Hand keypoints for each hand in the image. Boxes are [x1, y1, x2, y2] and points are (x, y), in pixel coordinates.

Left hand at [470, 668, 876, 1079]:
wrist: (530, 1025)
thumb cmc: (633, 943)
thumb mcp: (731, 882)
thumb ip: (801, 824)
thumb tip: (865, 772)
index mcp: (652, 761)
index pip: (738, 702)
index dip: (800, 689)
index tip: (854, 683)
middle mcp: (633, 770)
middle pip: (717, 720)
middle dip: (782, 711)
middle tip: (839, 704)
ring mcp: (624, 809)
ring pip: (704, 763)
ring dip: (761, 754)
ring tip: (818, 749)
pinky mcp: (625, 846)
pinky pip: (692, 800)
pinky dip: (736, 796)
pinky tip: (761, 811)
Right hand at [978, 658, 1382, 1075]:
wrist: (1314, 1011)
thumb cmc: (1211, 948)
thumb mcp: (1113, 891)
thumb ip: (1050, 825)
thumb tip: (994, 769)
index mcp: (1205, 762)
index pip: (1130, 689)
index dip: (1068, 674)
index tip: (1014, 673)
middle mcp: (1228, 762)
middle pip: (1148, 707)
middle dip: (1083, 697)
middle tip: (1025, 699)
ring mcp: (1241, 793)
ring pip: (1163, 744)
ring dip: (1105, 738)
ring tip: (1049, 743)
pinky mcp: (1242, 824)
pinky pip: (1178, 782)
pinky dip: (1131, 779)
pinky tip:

EXERCISE INSTRUCTIONS —
Retype the data in full, exactly.

ANSWER SECTION —
Hand keypoints for each hand in the image. Boxes are [x1, y1, x2, y2] and points are (x, y), in pixel coordinates.

Left hand at [470, 668, 876, 1079]:
wrist: (530, 1025)
thumb cmc: (633, 943)
thumb mcp: (731, 882)
thumb ip: (801, 824)
thumb tip: (865, 772)
index mcp: (652, 761)
index pip: (738, 702)
index dip: (800, 689)
index tip: (854, 683)
middle mcp: (633, 770)
middle pip: (717, 720)
middle dip: (782, 711)
middle tip: (839, 704)
ring mcp: (624, 809)
ring pip: (704, 763)
ring dip: (761, 754)
ring tip: (818, 749)
pinky mcp: (625, 846)
pinky pip: (692, 800)
pinky dip: (736, 796)
pinky tip: (761, 811)
Right hand at [978, 658, 1382, 1075]:
wrist: (1314, 1011)
thumb cmc: (1211, 948)
thumb mcp: (1113, 891)
thumb ip: (1050, 825)
thumb tip: (994, 769)
index mcp: (1205, 762)
index pip: (1130, 689)
index dip: (1068, 674)
index tip: (1014, 673)
middle mcp: (1228, 762)
middle pip: (1148, 707)
middle dip: (1083, 697)
middle tip: (1025, 699)
ring mcp: (1241, 793)
ring pip: (1163, 744)
ring dip: (1105, 738)
ring tip: (1049, 743)
pinky mcp: (1242, 824)
pinky pip: (1178, 782)
pinky dip: (1131, 779)
pinky tip:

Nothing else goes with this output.